- EXERCISE REQUIREMENTS -
The required result is a copy of each line below in which "法与社会" appears.

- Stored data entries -
■ ■ ■ ■ ■ ■ ■

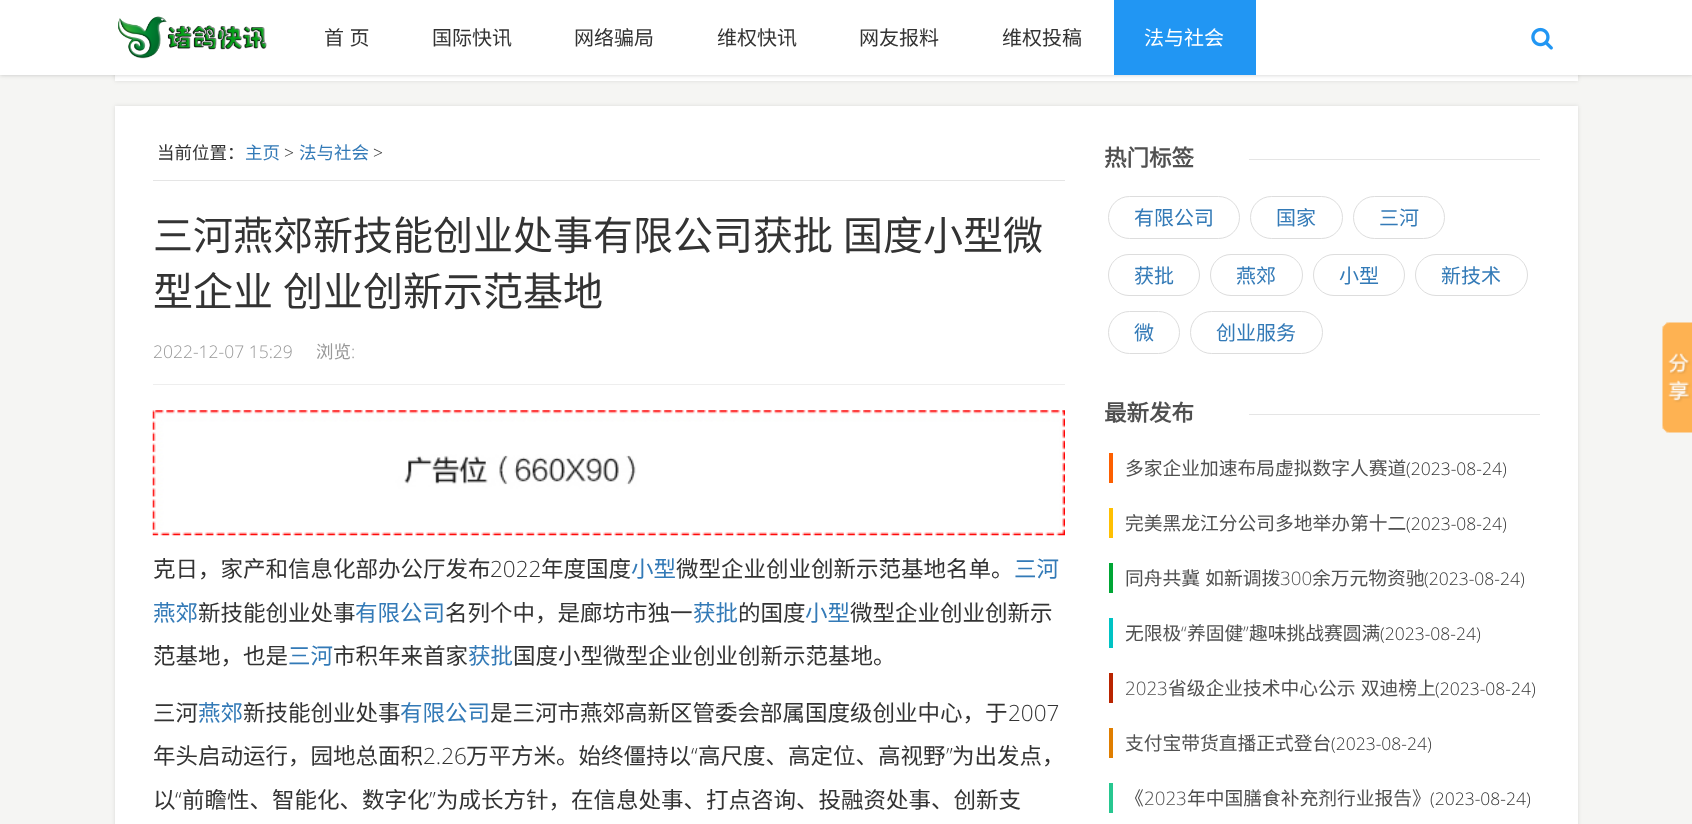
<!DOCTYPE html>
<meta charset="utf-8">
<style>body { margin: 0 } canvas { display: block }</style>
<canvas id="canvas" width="1692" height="824"></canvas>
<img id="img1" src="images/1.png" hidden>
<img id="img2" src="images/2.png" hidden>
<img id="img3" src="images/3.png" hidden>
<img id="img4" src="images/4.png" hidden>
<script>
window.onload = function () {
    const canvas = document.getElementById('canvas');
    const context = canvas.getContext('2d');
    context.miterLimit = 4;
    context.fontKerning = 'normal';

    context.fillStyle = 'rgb(245, 245, 243)';
    context.fillRect(0, 0, 1692, 824);
    context.fillStyle = 'rgba(0, 0, 0, 0.1)';
    context.filter = 'blur(2px)';
    context.beginPath();
    context.rect(115, -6, 1463, 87);
    context.fill();
    context.filter = 'none';
    context.fillStyle = 'rgb(255, 255, 255)';
    context.fillRect(115, 75, 1463, 6);
    context.fillStyle = 'rgba(0, 0, 0, 0.2)';
    context.filter = 'blur(2px)';
    context.beginPath();
    context.rect(0, 0, 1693, 75);
    context.fill();
    context.filter = 'none';
    context.fillStyle = 'rgb(255, 255, 255)';
    context.fillRect(0, 0, 1692, 75);
    context.drawImage(document.getElementById('img1'), 118, 16, 149, 43);
    context.fillStyle = 'rgb(33, 150, 243)';
    context.fillRect(1114, 0, 142, 75);
    context.drawImage(document.getElementById('img2'), 1531, 27, 22, 23);
    context.fillStyle = 'rgba(0, 0, 0, 0.1)';
    context.filter = 'blur(2px)';
    context.beginPath();
    context.rect(115, 106, 1463, 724);
    context.fill();
    context.filter = 'none';
    context.fillStyle = 'rgb(255, 255, 255)';
    context.fillRect(115, 106, 1463, 718);
    context.fillStyle = 'rgb(229, 229, 229)';
    context.fillRect(153, 180, 912, 1);
    context.fillStyle = 'rgb(238, 238, 238)';
    context.fillRect(153, 384, 912, 1);
    context.drawImage(document.getElementById('img3'), 152, 410, 913, 126);
    context.fillStyle = 'rgb(229, 229, 229)';
    context.fillRect(1249, 159, 291, 1);
    context.beginPath();
    context.roundRect(1108.5, 196.5, 131, 42, 21);
    context.strokeStyle = 'rgb(221, 221, 221)';
    context.stroke();
    context.beginPath();
    context.roundRect(1250.5, 196.5, 92, 42, 21);
    context.stroke();
    context.beginPath();
    context.roundRect(1353.5, 196.5, 91, 42, 21);
    context.stroke();
    context.beginPath();
    context.roundRect(1108.5, 254.5, 91, 41, 20.5);
    context.stroke();
    context.beginPath();
    context.roundRect(1210.5, 254.5, 92, 41, 20.5);
    context.stroke();
    context.beginPath();
    context.roundRect(1313.5, 254.5, 91, 41, 20.5);
    context.stroke();
    context.beginPath();
    context.roundRect(1415.5, 254.5, 112, 41, 20.5);
    context.stroke();
    context.beginPath();
    context.roundRect(1108.5, 311.5, 71, 42, 21);
    context.stroke();
    context.beginPath();
    context.roundRect(1190.5, 311.5, 132, 42, 21);
    context.stroke();
    context.fillRect(1249, 414, 291, 1);
    context.fillStyle = 'rgb(253, 95, 0)';
    context.fillRect(1109, 453, 4, 30);
    context.fillStyle = 'rgb(255, 192, 2)';
    context.fillRect(1109, 508, 4, 30);
    context.fillStyle = 'rgb(0, 166, 53)';
    context.fillRect(1109, 563, 4, 30);
    context.fillStyle = 'rgb(0, 195, 196)';
    context.fillRect(1109, 618, 4, 30);
    context.fillStyle = 'rgb(185, 36, 0)';
    context.fillRect(1109, 673, 4, 30);
    context.fillStyle = 'rgb(224, 126, 0)';
    context.fillRect(1109, 728, 4, 30);
    context.fillStyle = 'rgb(39, 199, 144)';
    context.fillRect(1109, 783, 4, 30);
    context.drawImage(document.getElementById('img4'), 1662, 322, 30, 111);
    context.wordSpacing = '1px';
    context.font = '20px Noto Sans CJK SC';
    context.fillStyle = 'rgb(51, 51, 51)';
    context.fillText('首 页', 324, 45);
    context.wordSpacing = '0px';
    context.fillText('国际快讯', 432, 45);
    context.fillText('网络骗局', 574, 45);
    context.fillText('维权快讯', 717, 45);
    context.fillText('网友报料', 859, 45);
    context.fillText('维权投稿', 1002, 45);
    context.fillStyle = 'rgb(255, 255, 255)';
    context.fillText('法与社会', 1144, 45);
    context.font = '17.5px Noto Sans CJK SC';
    context.fillStyle = 'rgb(51, 51, 51)';
    context.fillText('当前位置：', 157, 159);
    context.fillStyle = 'rgb(51, 122, 183)';
    context.fillText('主页', 245, 159);
    context.font = '300 17.5px Open Sans';
    context.fillStyle = 'rgb(51, 51, 51)';
    context.fillText('>', 284, 159);
    context.font = '17.5px Noto Sans CJK SC';
    context.fillStyle = 'rgb(51, 122, 183)';
    context.fillText('法与社会', 299, 159);
    context.font = '300 17.5px Open Sans';
    context.fillStyle = 'rgb(51, 51, 51)';
    context.fillText('>', 373, 159);
    context.wordSpacing = '1px';
    context.font = '40px Noto Sans CJK SC';
    context.fillText('三河燕郊新技能创业处事有限公司获批 国度小型微', 153, 250);
    context.fillText('型企业 创业创新示范基地', 153, 306);
    context.wordSpacing = '0px';
    context.font = '300 17.5px Open Sans';
    context.fillStyle = 'rgb(153, 153, 153)';
    context.fillText('2022-12-07 15:29', 153, 358);
    context.font = '17.5px Noto Sans CJK SC';
    context.fillText('浏览', 316, 358);
    context.font = '300 17.5px Open Sans';
    context.fillText(':', 351, 358);
    context.font = '22.5px Noto Sans CJK SC';
    context.fillStyle = 'rgb(51, 51, 51)';
    context.fillText('克日，家产和信息化部办公厅发布', 153, 577);
    context.font = '300 22.5px Open Sans';
    context.fillText('2022', 490, 577);
    context.font = '22.5px Noto Sans CJK SC';
    context.fillText('年度国度', 541, 577);
    context.fillStyle = 'rgb(51, 122, 183)';
    context.fillText('小型', 631, 577);
    context.fillStyle = 'rgb(51, 51, 51)';
    context.fillText('微型企业创业创新示范基地名单。', 676, 577);
    context.fillStyle = 'rgb(51, 122, 183)';
    context.fillText('三河', 1014, 577);
    context.fillText('燕郊', 153, 621);
    context.fillStyle = 'rgb(51, 51, 51)';
    context.fillText('新技能创业处事', 198, 621);
    context.fillStyle = 'rgb(51, 122, 183)';
    context.fillText('有限公司', 355, 621);
    context.fillStyle = 'rgb(51, 51, 51)';
    context.fillText('名列个中，是廊坊市独一', 445, 621);
    context.fillStyle = 'rgb(51, 122, 183)';
    context.fillText('获批', 693, 621);
    context.fillStyle = 'rgb(51, 51, 51)';
    context.fillText('的国度', 738, 621);
    context.fillStyle = 'rgb(51, 122, 183)';
    context.fillText('小型', 805, 621);
    context.fillStyle = 'rgb(51, 51, 51)';
    context.fillText('微型企业创业创新示', 850, 621);
    context.fillText('范基地，也是', 153, 664);
    context.fillStyle = 'rgb(51, 122, 183)';
    context.fillText('三河', 288, 664);
    context.fillStyle = 'rgb(51, 51, 51)';
    context.fillText('市积年来首家', 333, 664);
    context.fillStyle = 'rgb(51, 122, 183)';
    context.fillText('获批', 468, 664);
    context.fillStyle = 'rgb(51, 51, 51)';
    context.fillText('国度小型微型企业创业创新示范基地。', 513, 664);
    context.fillText('三河', 153, 721);
    context.fillStyle = 'rgb(51, 122, 183)';
    context.fillText('燕郊', 198, 721);
    context.fillStyle = 'rgb(51, 51, 51)';
    context.fillText('新技能创业处事', 243, 721);
    context.fillStyle = 'rgb(51, 122, 183)';
    context.fillText('有限公司', 400, 721);
    context.fillStyle = 'rgb(51, 51, 51)';
    context.fillText('是三河市燕郊高新区管委会部属国度级创业中心，于', 490, 721);
    context.font = '300 22.5px Open Sans';
    context.fillText('2007', 1008, 721);
    context.font = '22.5px Noto Sans CJK SC';
    context.fillText('年头启动运行，园地总面积', 153, 764);
    context.font = '300 22.5px Open Sans';
    context.fillText('2.26', 423, 764);
    context.font = '22.5px Noto Sans CJK SC';
    context.fillText('万平方米。始终僵持以', 466, 764);
    context.font = '300 22.5px Open Sans';
    context.fillText('“', 691, 764);
    context.font = '22.5px Noto Sans CJK SC';
    context.fillText('高尺度、高定位、高视野', 698, 764);
    context.font = '300 22.5px Open Sans';
    context.fillText('”', 946, 764);
    context.font = '22.5px Noto Sans CJK SC';
    context.fillText('为出发点，', 952, 764);
    context.fillText('以', 153, 808);
    context.font = '300 22.5px Open Sans';
    context.fillText('“', 175, 808);
    context.font = '22.5px Noto Sans CJK SC';
    context.fillText('前瞻性、智能化、数字化', 182, 808);
    context.font = '300 22.5px Open Sans';
    context.fillText('”', 429, 808);
    context.font = '22.5px Noto Sans CJK SC';
    context.fillText('为成长方针，在信息处事、打点咨询、投融资处事、创新支', 436, 808);
    context.font = 'bold 22.5px Noto Sans CJK SC';
    context.fillStyle = 'rgb(80, 80, 80)';
    context.fillText('热门标签', 1104, 166);
    context.font = '20px Noto Sans CJK SC';
    context.fillStyle = 'rgb(51, 122, 183)';
    context.fillText('有限公司', 1134, 225);
    context.fillText('国家', 1276, 225);
    context.fillText('三河', 1379, 225);
    context.fillText('获批', 1134, 283);
    context.fillText('燕郊', 1236, 283);
    context.fillText('小型', 1339, 283);
    context.fillText('新技术', 1441, 283);
    context.fillText('微', 1134, 340);
    context.fillText('创业服务', 1216, 340);
    context.font = 'bold 22.5px Noto Sans CJK SC';
    context.fillStyle = 'rgb(80, 80, 80)';
    context.fillText('最新发布', 1104, 421);
    context.font = '18.75px Noto Sans CJK SC';
    context.fillText('多家企业加速布局虚拟数字人赛道', 1125, 475);
    context.font = '300 17.5px Open Sans';
    context.fillStyle = 'rgb(51, 51, 51)';
    context.fillText('(2023-08-24)', 1406, 475);
    context.font = '18.75px Noto Sans CJK SC';
    context.fillStyle = 'rgb(80, 80, 80)';
    context.fillText('完美黑龙江分公司多地举办第十二', 1125, 530);
    context.font = '300 17.5px Open Sans';
    context.fillStyle = 'rgb(51, 51, 51)';
    context.fillText('(2023-08-24)', 1406, 530);
    context.wordSpacing = '1px';
    context.font = '18.75px Noto Sans CJK SC';
    context.fillStyle = 'rgb(80, 80, 80)';
    context.fillText('同舟共冀 如新调拨', 1125, 585);
    context.wordSpacing = '0px';
    context.font = '300 18.75px Open Sans';
    context.fillText('300', 1280, 585);
    context.font = '18.75px Noto Sans CJK SC';
    context.fillText('余万元物资驰', 1312, 585);
    context.font = '300 17.5px Open Sans';
    context.fillStyle = 'rgb(51, 51, 51)';
    context.fillText('(2023-08-24)', 1424, 585);
    context.font = '18.75px Noto Sans CJK SC';
    context.fillStyle = 'rgb(80, 80, 80)';
    context.fillText('无限极', 1125, 640);
    context.font = '300 18.75px Open Sans';
    context.fillText('“', 1181, 640);
    context.font = '18.75px Noto Sans CJK SC';
    context.fillText('养固健', 1187, 640);
    context.font = '300 18.75px Open Sans';
    context.fillText('”', 1243, 640);
    context.font = '18.75px Noto Sans CJK SC';
    context.fillText('趣味挑战赛圆满', 1249, 640);
    context.font = '300 17.5px Open Sans';
    context.fillStyle = 'rgb(51, 51, 51)';
    context.fillText('(2023-08-24)', 1380, 640);
    context.font = '300 18.75px Open Sans';
    context.fillStyle = 'rgb(80, 80, 80)';
    context.fillText('2023', 1125, 695);
    context.wordSpacing = '1px';
    context.font = '18.75px Noto Sans CJK SC';
    context.fillText('省级企业技术中心公示 双迪榜上', 1168, 695);
    context.wordSpacing = '0px';
    context.font = '300 17.5px Open Sans';
    context.fillStyle = 'rgb(51, 51, 51)';
    context.fillText('(2023-08-24)', 1435, 695);
    context.font = '18.75px Noto Sans CJK SC';
    context.fillStyle = 'rgb(80, 80, 80)';
    context.fillText('支付宝带货直播正式登台', 1125, 750);
    context.font = '300 17.5px Open Sans';
    context.fillStyle = 'rgb(51, 51, 51)';
    context.fillText('(2023-08-24)', 1331, 750);
    context.font = '18.75px Noto Sans CJK SC';
    context.fillStyle = 'rgb(80, 80, 80)';
    context.fillText('《', 1125, 805);
    context.font = '300 18.75px Open Sans';
    context.fillText('2023', 1144, 805);
    context.font = '18.75px Noto Sans CJK SC';
    context.fillText('年中国膳食补充剂行业报告》', 1187, 805);
    context.font = '300 17.5px Open Sans';
    context.fillStyle = 'rgb(51, 51, 51)';
    context.fillText('(2023-08-24)', 1430, 805);
};
</script>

■ ■ ■ ■ ■ ■ ■

- OUTPUT FOR THIS EXERCISE -
    context.fillText('法与社会', 1144, 45);
    context.fillText('法与社会', 299, 159);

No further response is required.